You played a lot of your early shows at the Ottobar on Howard Street.
Ottobar was definitely home base. I actually worked there for a little while, doing the janitor/bar-back/door guy thing. It was nice, because everybody there understood I was in a band, but at the same time, we’d play a sold-out show and feel super triumphant and the next night, some guy would be like, ‘Hey man, last night was great!’ And I’d be like, ‘Thanks, man—are you done with that cup?’ Which was sort of humbling. The timing of this record, with the Ottobar’s 20th anniversary, is almost cosmic.

You’re performing there this month. Do you feel any way about performing this new sound in an old venue?

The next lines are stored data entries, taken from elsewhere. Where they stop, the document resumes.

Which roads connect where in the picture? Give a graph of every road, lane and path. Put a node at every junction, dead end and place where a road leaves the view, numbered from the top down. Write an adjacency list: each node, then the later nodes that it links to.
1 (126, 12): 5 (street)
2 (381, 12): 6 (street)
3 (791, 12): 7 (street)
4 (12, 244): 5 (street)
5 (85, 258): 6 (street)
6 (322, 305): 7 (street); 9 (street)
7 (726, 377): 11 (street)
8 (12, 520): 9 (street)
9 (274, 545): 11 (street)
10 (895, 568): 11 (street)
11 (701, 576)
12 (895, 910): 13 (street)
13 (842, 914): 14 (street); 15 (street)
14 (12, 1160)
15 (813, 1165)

It’ll be a little strange but be super rad. The Ottobar is a great club, and I think we as a band are the best that we’ve ever sounded. We’ve evolved, as a band and as people. We cleared the playbooks, started fresh, and threw in all these ideas. With this new album, there were no rules. There was no “we can’t do what the band we’ve been would do.” But we were kind of going, “What would the band we want to be do?” That being said, it’s not like we said, “Here’s our new sound!” Everybody was just on board to do something new. It makes it dangerous—we might mess up—but we’re excited. I guess some people will want something that we’re not going to give them, but I don’t really care.

Were these songs leftovers or written in between now and Essential Tremors in 2012?

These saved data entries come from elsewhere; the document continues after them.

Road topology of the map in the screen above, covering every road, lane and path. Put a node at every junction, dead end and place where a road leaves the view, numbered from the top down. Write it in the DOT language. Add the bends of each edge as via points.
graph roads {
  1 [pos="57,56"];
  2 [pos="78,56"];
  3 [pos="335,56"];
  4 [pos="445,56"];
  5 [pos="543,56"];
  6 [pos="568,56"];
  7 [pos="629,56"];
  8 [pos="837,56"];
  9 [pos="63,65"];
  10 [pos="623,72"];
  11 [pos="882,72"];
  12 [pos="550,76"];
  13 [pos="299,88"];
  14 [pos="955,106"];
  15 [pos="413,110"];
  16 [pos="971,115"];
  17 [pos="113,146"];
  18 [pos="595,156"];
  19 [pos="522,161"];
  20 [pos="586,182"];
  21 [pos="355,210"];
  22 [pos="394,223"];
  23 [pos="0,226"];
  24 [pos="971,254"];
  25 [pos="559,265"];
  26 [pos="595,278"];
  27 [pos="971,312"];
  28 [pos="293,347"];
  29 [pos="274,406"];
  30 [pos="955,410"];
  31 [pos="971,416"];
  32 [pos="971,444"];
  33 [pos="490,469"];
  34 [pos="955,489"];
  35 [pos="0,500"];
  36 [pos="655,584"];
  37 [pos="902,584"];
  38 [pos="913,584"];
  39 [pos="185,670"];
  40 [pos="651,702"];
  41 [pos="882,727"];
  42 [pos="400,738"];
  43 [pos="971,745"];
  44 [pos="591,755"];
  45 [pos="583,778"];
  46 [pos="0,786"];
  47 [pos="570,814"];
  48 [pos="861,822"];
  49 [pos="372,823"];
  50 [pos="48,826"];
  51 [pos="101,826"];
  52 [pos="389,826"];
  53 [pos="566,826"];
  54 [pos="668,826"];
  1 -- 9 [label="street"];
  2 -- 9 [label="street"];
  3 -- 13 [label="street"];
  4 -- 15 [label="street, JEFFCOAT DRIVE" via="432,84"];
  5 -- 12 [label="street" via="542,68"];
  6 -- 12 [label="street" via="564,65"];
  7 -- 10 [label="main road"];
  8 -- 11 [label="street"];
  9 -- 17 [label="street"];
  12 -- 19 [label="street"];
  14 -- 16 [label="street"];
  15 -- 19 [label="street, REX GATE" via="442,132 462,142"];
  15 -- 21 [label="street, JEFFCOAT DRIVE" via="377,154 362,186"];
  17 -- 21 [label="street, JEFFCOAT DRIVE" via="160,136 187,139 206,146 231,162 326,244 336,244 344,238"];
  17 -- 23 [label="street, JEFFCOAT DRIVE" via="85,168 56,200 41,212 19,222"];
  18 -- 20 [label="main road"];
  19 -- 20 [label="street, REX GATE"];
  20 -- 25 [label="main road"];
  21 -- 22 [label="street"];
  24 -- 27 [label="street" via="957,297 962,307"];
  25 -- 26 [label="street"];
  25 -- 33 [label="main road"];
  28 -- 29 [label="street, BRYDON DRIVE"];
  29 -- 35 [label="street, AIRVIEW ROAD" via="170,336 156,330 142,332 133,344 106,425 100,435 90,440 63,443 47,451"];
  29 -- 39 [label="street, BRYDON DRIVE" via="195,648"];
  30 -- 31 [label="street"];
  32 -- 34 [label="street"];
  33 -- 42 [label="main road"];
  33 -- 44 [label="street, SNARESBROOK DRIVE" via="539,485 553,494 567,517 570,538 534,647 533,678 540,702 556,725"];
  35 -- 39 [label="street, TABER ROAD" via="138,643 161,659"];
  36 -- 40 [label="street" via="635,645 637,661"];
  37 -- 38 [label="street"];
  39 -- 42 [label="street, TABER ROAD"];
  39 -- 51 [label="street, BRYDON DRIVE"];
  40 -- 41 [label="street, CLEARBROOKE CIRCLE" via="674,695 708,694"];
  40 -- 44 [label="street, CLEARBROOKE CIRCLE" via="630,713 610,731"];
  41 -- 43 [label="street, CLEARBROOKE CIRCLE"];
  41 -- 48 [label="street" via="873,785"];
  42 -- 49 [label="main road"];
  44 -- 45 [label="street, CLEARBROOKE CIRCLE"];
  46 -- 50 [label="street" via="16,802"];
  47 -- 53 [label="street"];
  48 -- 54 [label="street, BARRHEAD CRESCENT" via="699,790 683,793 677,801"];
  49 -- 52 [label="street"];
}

This is the first record that is totally from scratch in every way: Writing, recording. A lot of times in the past, I would have a notebook full of rough lyrics or ideas or collections of words that I would use as a guide or if I got stuck. This time, I approached it completely different. In a sense, a lot more time has been spent on each song. We’re not covering up our vocals anymore. Every single word I say will be available for people to process. 

You’re also a dad now. Has that influenced your process?
I don’t notice any song that sounds like, ‘Hey, I’m a dad—let me tell you a thing or two,’ but it definitely changed me. Having time off, being at home and off the road, having this new studio we built in Richmond really put a different weight and focus on having a balanced life. I think being a father made me a better songwriter.